There is a legitimate philosophical difference here, and it involves the difference between voluntarism and service. Voluntarism is the act of doing valuable things that fall just outside the normal scope of governance. Service is more intense: it is a full-time commitment to do the most difficult public works—policing, teaching, social casework. The Police Corps, which exists outside AmeriCorps, and Teach for America are exemplars of the latter. They are unabashedly litist; TFA accepts only 13% of all applicants. They involve rigorous training programs. And the goal is to leverage the altruism of the best and the brightest college students, putting them to work on the toughest jobs in the toughest neighborhoods—and, in the process, to help create a new generation of leaders like the "Greatest" generation, imbued with the spirit of sacrifice.

"Maybe there should be a separate funding category for professional corps," said Stephen Goldsmith, the chairman of the Corporation for National and Community Service, who added that he was not pleased that Teach for America had been defunded. "The grant selection process was narrow and quite bureaucratic, and we're going to have to review it. We'll try to get this rectified in the 2004 budget year or before."

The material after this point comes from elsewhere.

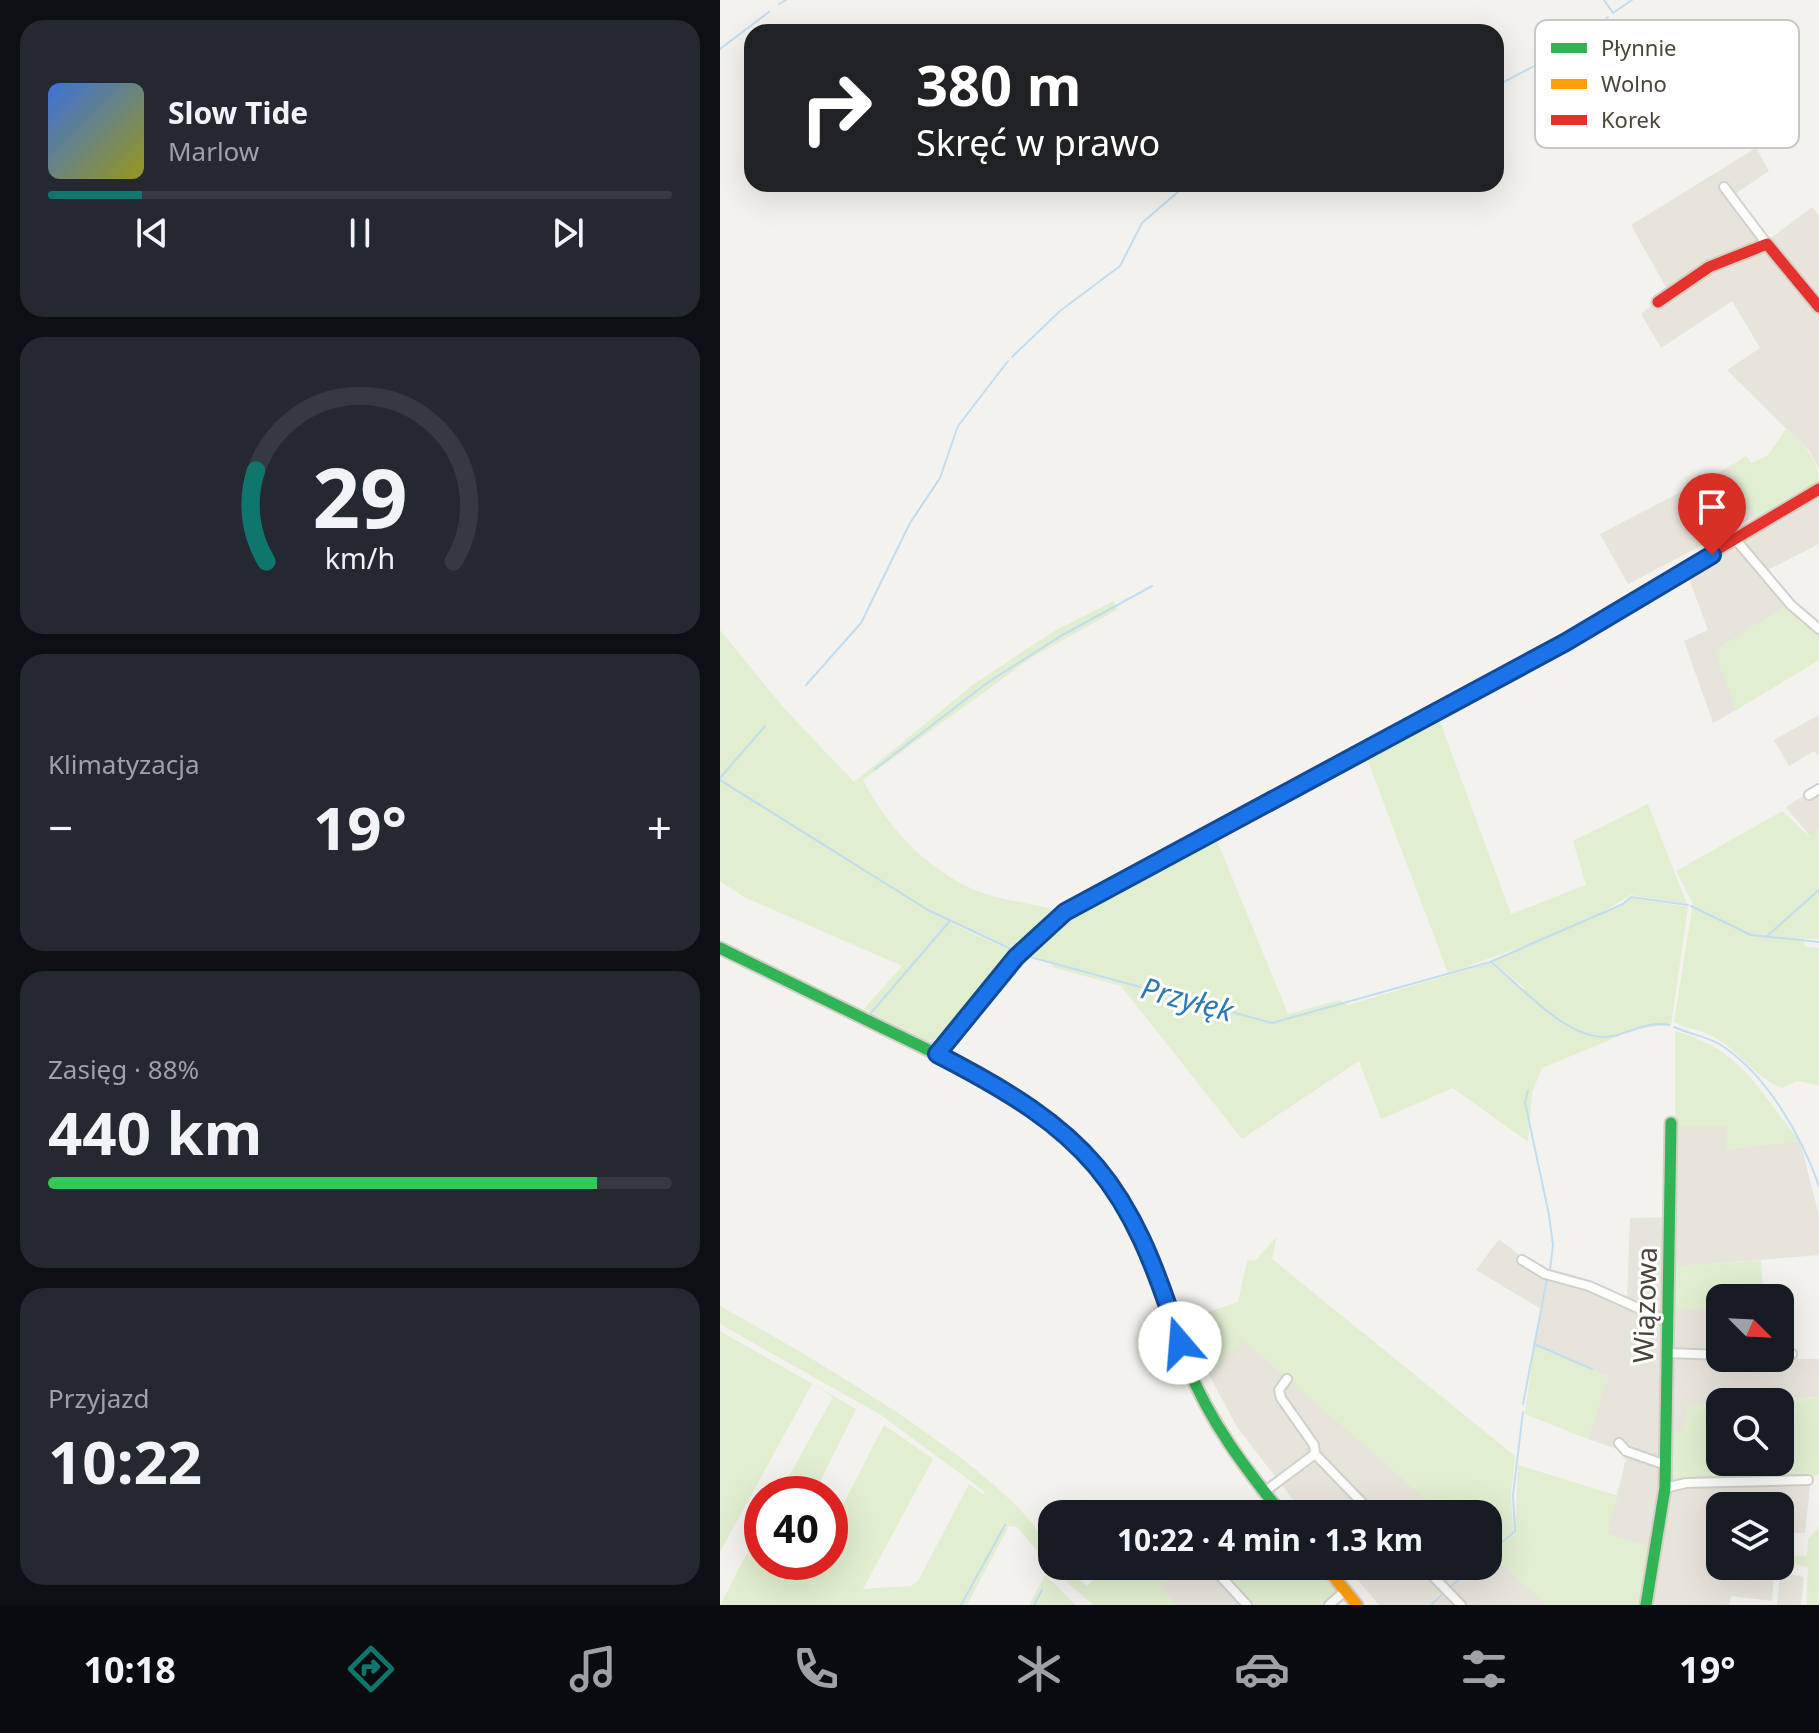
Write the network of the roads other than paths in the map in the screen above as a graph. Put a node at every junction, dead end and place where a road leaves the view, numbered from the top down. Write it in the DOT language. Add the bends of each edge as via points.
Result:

Meanwhile, Wendy Kopp has 3,200 TFA members recruited so far who will not be receiving scholarship money this year. More broadly, AmeriCorps itself faces a reduction from approximately 55,000 to 35,000 members. Just before the summer recess, the Senate passed a $100 million appropriation to restore these cuts, but House majority leader Tom DeLay—who has made no secret of his desire to kill AmeriCorps—blocked the money. The President says he wants these funds restored, but he doesn't seem to have much control over the powerful DeLay. Even if Bush means what he says, Teach for America has been axed for 2003. I called the First Lady's office to see what she thought about that. She was unavailable for comment.